--- START ---
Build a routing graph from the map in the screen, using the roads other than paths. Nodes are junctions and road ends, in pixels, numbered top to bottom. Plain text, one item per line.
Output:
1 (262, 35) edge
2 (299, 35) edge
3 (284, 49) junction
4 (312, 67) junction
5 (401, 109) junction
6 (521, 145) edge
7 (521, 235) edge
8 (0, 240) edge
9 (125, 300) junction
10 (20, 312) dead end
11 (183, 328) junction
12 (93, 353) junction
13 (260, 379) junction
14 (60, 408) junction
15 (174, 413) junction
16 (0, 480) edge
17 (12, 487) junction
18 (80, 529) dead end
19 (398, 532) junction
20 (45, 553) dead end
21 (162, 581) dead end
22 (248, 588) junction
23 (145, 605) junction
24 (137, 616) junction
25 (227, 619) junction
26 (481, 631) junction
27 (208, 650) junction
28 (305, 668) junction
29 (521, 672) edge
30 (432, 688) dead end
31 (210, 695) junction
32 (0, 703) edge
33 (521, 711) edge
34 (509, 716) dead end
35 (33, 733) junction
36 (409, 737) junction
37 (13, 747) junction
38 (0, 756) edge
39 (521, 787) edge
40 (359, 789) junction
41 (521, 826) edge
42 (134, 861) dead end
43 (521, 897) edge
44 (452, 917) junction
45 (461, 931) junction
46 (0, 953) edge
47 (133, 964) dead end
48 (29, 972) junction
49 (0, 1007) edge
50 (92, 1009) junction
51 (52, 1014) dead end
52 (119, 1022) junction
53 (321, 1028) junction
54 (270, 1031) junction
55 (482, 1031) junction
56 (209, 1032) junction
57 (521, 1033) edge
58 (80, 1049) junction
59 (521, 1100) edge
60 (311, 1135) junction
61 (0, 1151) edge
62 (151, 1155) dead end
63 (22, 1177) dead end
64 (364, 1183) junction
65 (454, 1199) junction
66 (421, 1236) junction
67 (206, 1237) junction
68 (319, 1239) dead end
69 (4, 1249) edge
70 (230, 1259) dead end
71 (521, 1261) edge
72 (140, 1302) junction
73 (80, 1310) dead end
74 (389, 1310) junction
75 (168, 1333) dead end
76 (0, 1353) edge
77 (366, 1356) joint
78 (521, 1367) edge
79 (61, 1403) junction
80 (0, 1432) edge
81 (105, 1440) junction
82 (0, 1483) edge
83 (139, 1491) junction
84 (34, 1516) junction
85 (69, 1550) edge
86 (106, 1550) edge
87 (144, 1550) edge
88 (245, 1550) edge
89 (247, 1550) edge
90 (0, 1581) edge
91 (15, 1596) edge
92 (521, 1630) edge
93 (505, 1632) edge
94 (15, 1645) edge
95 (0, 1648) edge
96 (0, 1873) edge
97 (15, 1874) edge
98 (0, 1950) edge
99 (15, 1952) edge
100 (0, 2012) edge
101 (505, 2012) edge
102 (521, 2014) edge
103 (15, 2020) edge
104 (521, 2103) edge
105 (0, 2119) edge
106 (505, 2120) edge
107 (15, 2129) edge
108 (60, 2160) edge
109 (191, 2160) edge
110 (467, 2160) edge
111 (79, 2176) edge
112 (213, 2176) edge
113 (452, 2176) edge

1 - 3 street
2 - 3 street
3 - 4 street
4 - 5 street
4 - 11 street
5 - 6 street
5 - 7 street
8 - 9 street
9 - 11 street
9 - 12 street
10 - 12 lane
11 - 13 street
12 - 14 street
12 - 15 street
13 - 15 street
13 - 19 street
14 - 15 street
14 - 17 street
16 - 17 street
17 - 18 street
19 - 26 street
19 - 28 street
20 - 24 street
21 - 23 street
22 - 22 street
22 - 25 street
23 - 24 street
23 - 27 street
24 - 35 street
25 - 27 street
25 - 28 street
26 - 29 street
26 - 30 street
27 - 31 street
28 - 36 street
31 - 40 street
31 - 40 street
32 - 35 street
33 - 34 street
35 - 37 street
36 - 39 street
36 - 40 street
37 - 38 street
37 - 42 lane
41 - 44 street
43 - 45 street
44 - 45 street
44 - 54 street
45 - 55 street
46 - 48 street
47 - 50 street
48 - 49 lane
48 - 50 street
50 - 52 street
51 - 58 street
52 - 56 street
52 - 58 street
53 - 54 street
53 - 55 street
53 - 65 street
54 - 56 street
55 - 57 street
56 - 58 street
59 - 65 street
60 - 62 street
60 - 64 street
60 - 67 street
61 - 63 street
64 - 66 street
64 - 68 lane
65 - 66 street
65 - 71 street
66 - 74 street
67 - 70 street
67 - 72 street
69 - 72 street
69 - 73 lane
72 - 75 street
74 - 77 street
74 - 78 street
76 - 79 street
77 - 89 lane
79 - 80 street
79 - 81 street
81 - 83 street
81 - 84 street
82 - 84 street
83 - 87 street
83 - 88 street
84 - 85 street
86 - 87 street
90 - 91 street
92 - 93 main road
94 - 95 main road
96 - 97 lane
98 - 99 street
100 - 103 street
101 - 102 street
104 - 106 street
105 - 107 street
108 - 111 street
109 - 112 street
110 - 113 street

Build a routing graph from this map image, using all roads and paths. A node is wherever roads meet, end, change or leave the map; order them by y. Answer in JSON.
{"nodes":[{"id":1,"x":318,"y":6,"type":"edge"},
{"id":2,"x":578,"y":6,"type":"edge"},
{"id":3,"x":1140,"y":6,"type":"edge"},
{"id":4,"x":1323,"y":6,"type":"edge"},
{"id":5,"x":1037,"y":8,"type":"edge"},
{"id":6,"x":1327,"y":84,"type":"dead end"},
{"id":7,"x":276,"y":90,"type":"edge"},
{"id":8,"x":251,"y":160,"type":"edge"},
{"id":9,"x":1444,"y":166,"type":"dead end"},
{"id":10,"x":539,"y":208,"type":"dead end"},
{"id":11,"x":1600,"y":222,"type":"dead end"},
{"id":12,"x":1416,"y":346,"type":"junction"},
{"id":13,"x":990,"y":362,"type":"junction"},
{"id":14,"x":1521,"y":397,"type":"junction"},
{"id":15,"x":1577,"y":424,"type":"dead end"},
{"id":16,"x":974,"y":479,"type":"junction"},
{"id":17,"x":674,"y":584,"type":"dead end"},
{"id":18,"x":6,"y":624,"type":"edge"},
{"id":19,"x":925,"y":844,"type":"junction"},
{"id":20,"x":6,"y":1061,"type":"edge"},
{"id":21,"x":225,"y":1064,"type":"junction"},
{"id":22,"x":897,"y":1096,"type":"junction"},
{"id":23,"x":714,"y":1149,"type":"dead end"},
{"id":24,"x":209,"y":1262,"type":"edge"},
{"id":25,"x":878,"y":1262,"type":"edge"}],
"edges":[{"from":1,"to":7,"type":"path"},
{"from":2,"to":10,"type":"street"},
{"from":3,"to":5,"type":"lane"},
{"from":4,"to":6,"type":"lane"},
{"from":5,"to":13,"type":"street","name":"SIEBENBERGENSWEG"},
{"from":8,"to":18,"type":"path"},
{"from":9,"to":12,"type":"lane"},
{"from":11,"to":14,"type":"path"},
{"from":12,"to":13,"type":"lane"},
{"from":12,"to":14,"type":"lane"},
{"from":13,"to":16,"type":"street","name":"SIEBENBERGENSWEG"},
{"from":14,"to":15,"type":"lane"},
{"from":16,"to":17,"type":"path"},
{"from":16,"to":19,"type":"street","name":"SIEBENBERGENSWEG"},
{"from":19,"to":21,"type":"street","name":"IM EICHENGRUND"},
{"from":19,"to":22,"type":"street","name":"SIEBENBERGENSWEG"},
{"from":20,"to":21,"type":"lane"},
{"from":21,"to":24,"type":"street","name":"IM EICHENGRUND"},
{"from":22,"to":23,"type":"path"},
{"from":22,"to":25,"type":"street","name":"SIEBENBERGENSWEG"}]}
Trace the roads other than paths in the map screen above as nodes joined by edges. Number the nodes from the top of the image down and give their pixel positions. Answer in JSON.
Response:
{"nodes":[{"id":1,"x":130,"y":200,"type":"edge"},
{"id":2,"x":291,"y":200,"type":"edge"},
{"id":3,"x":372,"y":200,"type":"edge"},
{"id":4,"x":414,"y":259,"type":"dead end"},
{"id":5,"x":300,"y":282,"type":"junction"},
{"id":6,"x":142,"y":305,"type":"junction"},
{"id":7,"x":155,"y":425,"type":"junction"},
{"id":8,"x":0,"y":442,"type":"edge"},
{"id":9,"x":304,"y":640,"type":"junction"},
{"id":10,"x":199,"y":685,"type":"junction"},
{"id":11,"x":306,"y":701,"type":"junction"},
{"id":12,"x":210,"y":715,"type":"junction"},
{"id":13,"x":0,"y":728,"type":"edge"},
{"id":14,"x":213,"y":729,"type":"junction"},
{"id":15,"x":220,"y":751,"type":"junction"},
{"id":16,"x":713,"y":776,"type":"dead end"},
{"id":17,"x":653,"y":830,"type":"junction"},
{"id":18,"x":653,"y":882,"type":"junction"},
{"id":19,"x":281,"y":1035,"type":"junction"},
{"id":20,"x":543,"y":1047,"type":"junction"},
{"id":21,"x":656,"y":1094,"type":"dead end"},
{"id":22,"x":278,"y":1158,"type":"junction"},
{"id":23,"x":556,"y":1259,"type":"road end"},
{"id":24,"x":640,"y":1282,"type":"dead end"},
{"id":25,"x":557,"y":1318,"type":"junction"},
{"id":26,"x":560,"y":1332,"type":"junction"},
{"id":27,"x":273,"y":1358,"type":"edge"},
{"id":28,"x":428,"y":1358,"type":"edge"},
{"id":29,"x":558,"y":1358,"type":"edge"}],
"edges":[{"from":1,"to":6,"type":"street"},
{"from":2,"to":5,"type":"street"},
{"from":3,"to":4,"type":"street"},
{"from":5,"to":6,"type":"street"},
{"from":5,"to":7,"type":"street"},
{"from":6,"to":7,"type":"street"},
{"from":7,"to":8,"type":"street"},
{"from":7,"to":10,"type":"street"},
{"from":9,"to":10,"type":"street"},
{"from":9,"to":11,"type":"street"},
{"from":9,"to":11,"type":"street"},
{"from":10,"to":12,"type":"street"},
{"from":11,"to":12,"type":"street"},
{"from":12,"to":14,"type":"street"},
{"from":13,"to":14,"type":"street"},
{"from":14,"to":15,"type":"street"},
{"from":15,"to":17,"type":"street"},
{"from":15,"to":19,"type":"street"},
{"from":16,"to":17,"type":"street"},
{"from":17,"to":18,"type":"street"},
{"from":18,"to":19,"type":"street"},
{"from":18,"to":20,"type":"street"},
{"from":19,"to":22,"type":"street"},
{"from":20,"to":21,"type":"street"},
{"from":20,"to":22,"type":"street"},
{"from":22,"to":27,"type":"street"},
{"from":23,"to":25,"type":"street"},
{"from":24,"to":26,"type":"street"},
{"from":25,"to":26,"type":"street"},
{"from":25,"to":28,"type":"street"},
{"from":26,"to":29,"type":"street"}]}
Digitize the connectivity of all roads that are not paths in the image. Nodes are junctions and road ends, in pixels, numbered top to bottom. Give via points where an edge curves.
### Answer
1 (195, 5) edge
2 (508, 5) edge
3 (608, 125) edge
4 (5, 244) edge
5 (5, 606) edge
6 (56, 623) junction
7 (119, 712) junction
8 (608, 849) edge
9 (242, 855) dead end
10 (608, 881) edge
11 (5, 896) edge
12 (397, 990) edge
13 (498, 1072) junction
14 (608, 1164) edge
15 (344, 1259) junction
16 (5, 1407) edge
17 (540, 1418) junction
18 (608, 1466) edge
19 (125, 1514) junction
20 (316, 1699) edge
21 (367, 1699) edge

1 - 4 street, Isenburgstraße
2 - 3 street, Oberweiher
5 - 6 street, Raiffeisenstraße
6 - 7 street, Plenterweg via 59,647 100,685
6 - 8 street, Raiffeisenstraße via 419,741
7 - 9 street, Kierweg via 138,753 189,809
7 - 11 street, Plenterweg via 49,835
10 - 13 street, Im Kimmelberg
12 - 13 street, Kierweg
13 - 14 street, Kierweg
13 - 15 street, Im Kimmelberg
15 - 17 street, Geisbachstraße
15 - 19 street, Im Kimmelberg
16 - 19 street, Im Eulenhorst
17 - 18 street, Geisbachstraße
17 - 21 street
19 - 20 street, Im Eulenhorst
--- END ---
ABOUT THIS EXERCISE
Count how many lines in the records hold the string "Kierweg"; reply with the number alone.

RESULT OF THIS TASK
3